Example implementations may also relate to an apparatus for performing the operations herein. This apparatus may be specially constructed for the required purposes, or it may include one or more general-purpose computers selectively activated or reconfigured by one or more computer programs. Such computer programs may be stored in a computer readable medium, such as a computer-readable storage medium or a computer-readable signal medium. A computer-readable storage medium may involve tangible mediums such as, but not limited to optical disks, magnetic disks, read-only memories, random access memories, solid state devices and drives, or any other types of tangible or non-transitory media suitable for storing electronic information. A computer readable signal medium may include mediums such as carrier waves. The algorithms and displays presented herein are not inherently related to any particular computer or other apparatus. Computer programs can involve pure software implementations that involve instructions that perform the operations of the desired implementation.

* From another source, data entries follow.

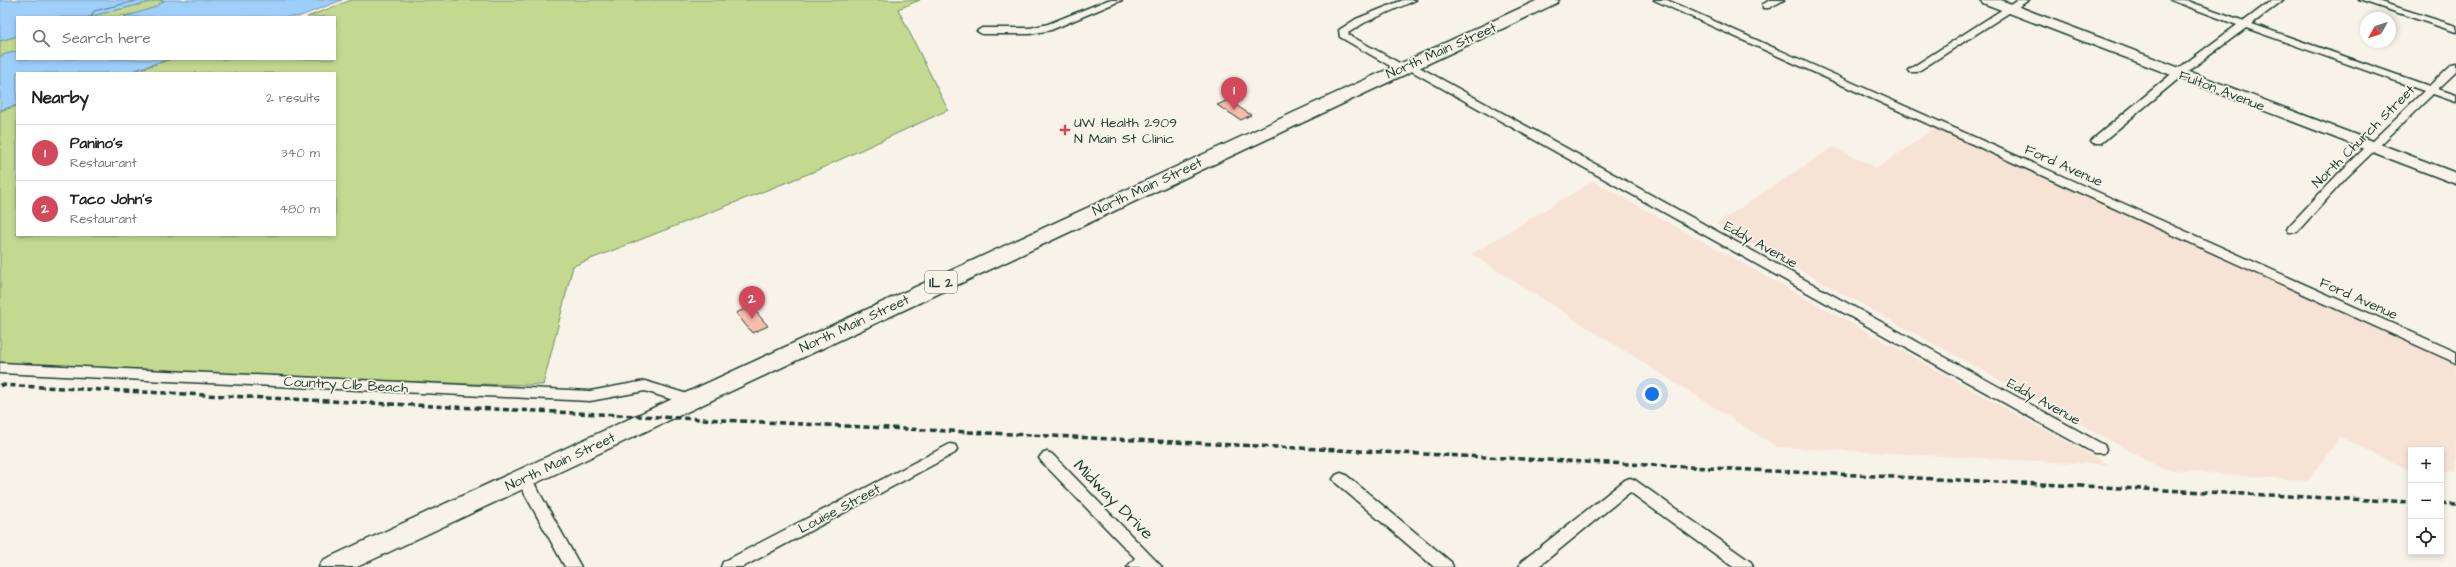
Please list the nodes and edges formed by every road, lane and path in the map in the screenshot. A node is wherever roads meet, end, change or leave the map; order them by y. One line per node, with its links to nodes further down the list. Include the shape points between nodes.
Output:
1 (1117, 0): 15 (street, via 1051,27 1030,31)
2 (1410, 0): 16 (street, Eddy Avenue, via 1360,21 1343,32 1345,37)
3 (1551, 0): 16 (main road, North Main Street / IL 2)
4 (1659, 0): 26 (street, Ford Avenue)
5 (1778, 0): 11 (street)
6 (1988, 0): 12 (street, Fulton Avenue)
7 (2024, 0): 12 (street)
8 (2176, 0): 13 (street)
9 (2278, 0): 13 (street)
10 (2364, 0): 14 (street)
11 (1766, 6)
12 (2011, 9): 18 (street); 19 (street, Fulton Avenue)
13 (2244, 24): 19 (street); 20 (street)
14 (2456, 30)
15 (982, 31)
16 (1404, 66): 28 (main road, North Main Street / IL 2); 30 (street, Eddy Avenue)
17 (2456, 66): 20 (street, North Church Street)
18 (1913, 70)
19 (2179, 73): 22 (street); 23 (street, Fulton Avenue)
20 (2431, 90): 21 (street); 23 (street, North Church Street)
21 (2456, 99)
22 (2097, 141)
23 (2372, 147): 24 (street, Fulton Avenue); 25 (street, North Church Street)
24 (2456, 179)
25 (2293, 229)
26 (2456, 358)
27 (0, 368): 28 (street, Country Clb Beach, via 590,396 644,386)
28 (689, 400): 32 (main road, North Main Street / IL 2)
29 (950, 449): 37 (street, Louise Street)
30 (2099, 449)
31 (1047, 458): 34 (street, Midway Drive)
32 (524, 478): 35 (main road, North Main Street / IL 2); 36 (street)
33 (1341, 479): 38 (street)
34 (1145, 565)
35 (332, 567)
36 (573, 567)
37 (729, 567)
38 (1445, 567)
39 (1527, 567): 40 (street, via 1630,484)
40 (1745, 567)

Various general-purpose systems may be used with programs and modules in accordance with the examples herein, or it may prove convenient to construct a more specialized apparatus to perform desired method steps. In addition, the example implementations are not described with reference to any particular programming language. It will be appreciated that a variety of programming languages may be used to implement the teachings of the example implementations as described herein. The instructions of the programming language(s) may be executed by one or more processing devices, e.g., central processing units (CPUs), processors, or controllers.
As is known in the art, the operations described above can be performed by hardware, software, or some combination of software and hardware. Various aspects of the example implementations may be implemented using circuits and logic devices (hardware), while other aspects may be implemented using instructions stored on a machine-readable medium (software), which if executed by a processor, would cause the processor to perform a method to carry out implementations of the present application. Further, some example implementations of the present application may be performed solely in hardware, whereas other example implementations may be performed solely in software. Moreover, the various functions described can be performed in a single unit, or can be spread across a number of components in any number of ways. When performed by software, the methods may be executed by a processor, such as a general-purpose computer, based on instructions stored on a computer-readable medium. If desired, the instructions can be stored on the medium in a compressed and/or encrypted format.

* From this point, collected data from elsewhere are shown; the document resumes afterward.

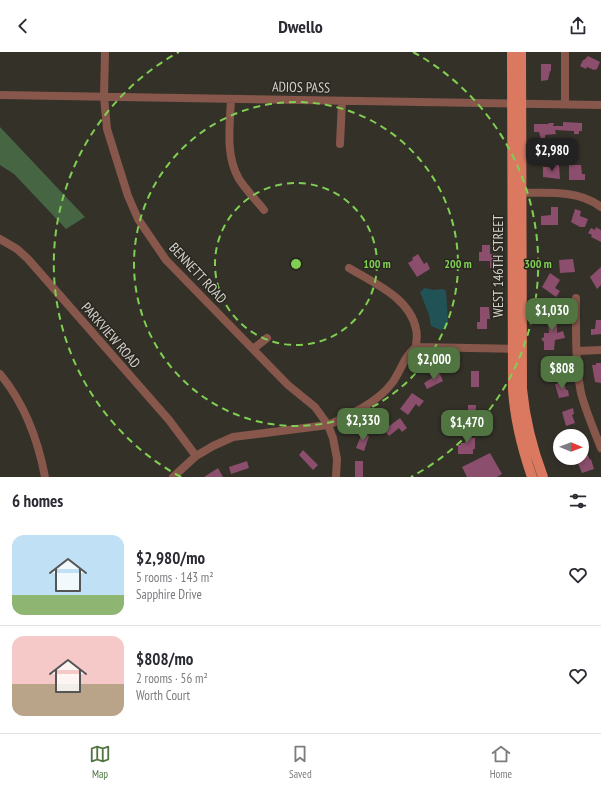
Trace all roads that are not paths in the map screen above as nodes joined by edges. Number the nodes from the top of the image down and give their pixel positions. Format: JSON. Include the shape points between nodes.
{"nodes":[{"id":1,"x":105,"y":52,"type":"edge"},
{"id":2,"x":512,"y":52,"type":"edge"},
{"id":3,"x":522,"y":52,"type":"edge"},
{"id":4,"x":565,"y":52,"type":"edge"},
{"id":5,"x":0,"y":95,"type":"edge"},
{"id":6,"x":104,"y":97,"type":"junction"},
{"id":7,"x":231,"y":99,"type":"junction"},
{"id":8,"x":342,"y":101,"type":"junction"},
{"id":9,"x":517,"y":104,"type":"junction"},
{"id":10,"x":565,"y":104,"type":"junction"},
{"id":11,"x":601,"y":104,"type":"edge"},
{"id":12,"x":340,"y":144,"type":"dead end"},
{"id":13,"x":517,"y":193,"type":"junction"},
{"id":14,"x":601,"y":207,"type":"edge"},
{"id":15,"x":264,"y":210,"type":"dead end"},
{"id":16,"x":0,"y":239,"type":"edge"},
{"id":17,"x":349,"y":268,"type":"dead end"},
{"id":18,"x":576,"y":298,"type":"dead end"},
{"id":19,"x":267,"y":338,"type":"dead end"},
{"id":20,"x":416,"y":347,"type":"junction"},
{"id":21,"x":517,"y":348,"type":"junction"},
{"id":22,"x":254,"y":349,"type":"junction"},
{"id":23,"x":601,"y":350,"type":"edge"},
{"id":24,"x":577,"y":351,"type":"junction"},
{"id":25,"x":0,"y":374,"type":"edge"},
{"id":26,"x":328,"y":426,"type":"junction"},
{"id":27,"x":601,"y":448,"type":"edge"},
{"id":28,"x":196,"y":456,"type":"junction"},
{"id":29,"x":45,"y":477,"type":"edge"},
{"id":30,"x":173,"y":477,"type":"edge"},
{"id":31,"x":336,"y":477,"type":"edge"},
{"id":32,"x":532,"y":477,"type":"edge"},
{"id":33,"x":543,"y":477,"type":"edge"}],
"edges":[{"from":1,"to":6,"type":"street","name":"BENNETT ROAD"},
{"from":2,"to":9,"type":"main road","name":"WEST 146TH STREET"},
{"from":3,"to":9,"type":"main road","name":"WEST 146TH STREET"},
{"from":4,"to":10,"type":"street"},
{"from":5,"to":6,"type":"street","name":"ADIOS PASS"},
{"from":6,"to":7,"type":"street","name":"ADIOS PASS"},
{"from":6,"to":22,"type":"street","name":"BENNETT ROAD","via":[[109,140],[138,219],[166,260]]},
{"from":7,"to":8,"type":"street","name":"ADIOS PASS"},
{"from":7,"to":15,"type":"street","via":[[231,159],[240,179]]},
{"from":8,"to":9,"type":"street","name":"ADIOS PASS"},
{"from":8,"to":12,"type":"street"},
{"from":9,"to":10,"type":"street","name":"ADIOS PASS"},
{"from":9,"to":13,"type":"main road","name":"WEST 146TH STREET"},
{"from":10,"to":11,"type":"street","name":"ADIOS PASS"},
{"from":13,"to":14,"type":"street","via":[[571,194],[590,200]]},
{"from":13,"to":21,"type":"main road","name":"WEST 146TH STREET"},
{"from":16,"to":28,"type":"street","name":"PARKVIEW ROAD","via":[[17,249],[33,265],[169,420]]},
{"from":17,"to":20,"type":"street","via":[[399,299],[408,309],[417,330]]},
{"from":18,"to":24,"type":"street"},
{"from":19,"to":22,"type":"street"},
{"from":20,"to":21,"type":"street"},
{"from":20,"to":26,"type":"street","via":[[408,354],[388,388],[366,405]]},
{"from":21,"to":32,"type":"main road","name":"WEST 146TH STREET","via":[[514,410]]},
{"from":21,"to":33,"type":"main road","name":"WEST 146TH STREET","via":[[524,409]]},
{"from":22,"to":26,"type":"street","name":"BENNETT ROAD","via":[[288,385],[315,407]]},
{"from":23,"to":24,"type":"street"},
{"from":24,"to":27,"type":"street","via":[[582,394]]},
{"from":25,"to":29,"type":"street","via":[[26,415],[40,452]]},
{"from":26,"to":28,"type":"street","via":[[233,437]]},
{"from":26,"to":31,"type":"street","name":"BENNETT ROAD","via":[[336,454]]},
{"from":28,"to":30,"type":"street"}]}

Moreover, other implementations of the present application will be apparent to those skilled in the art from consideration of the specification and practice of the teachings of the present application. Various aspects and/or components of the described example implementations may be used singly or in any combination. It is intended that the specification and example implementations be considered as examples only, with the true scope and spirit of the present application being indicated by the following claims.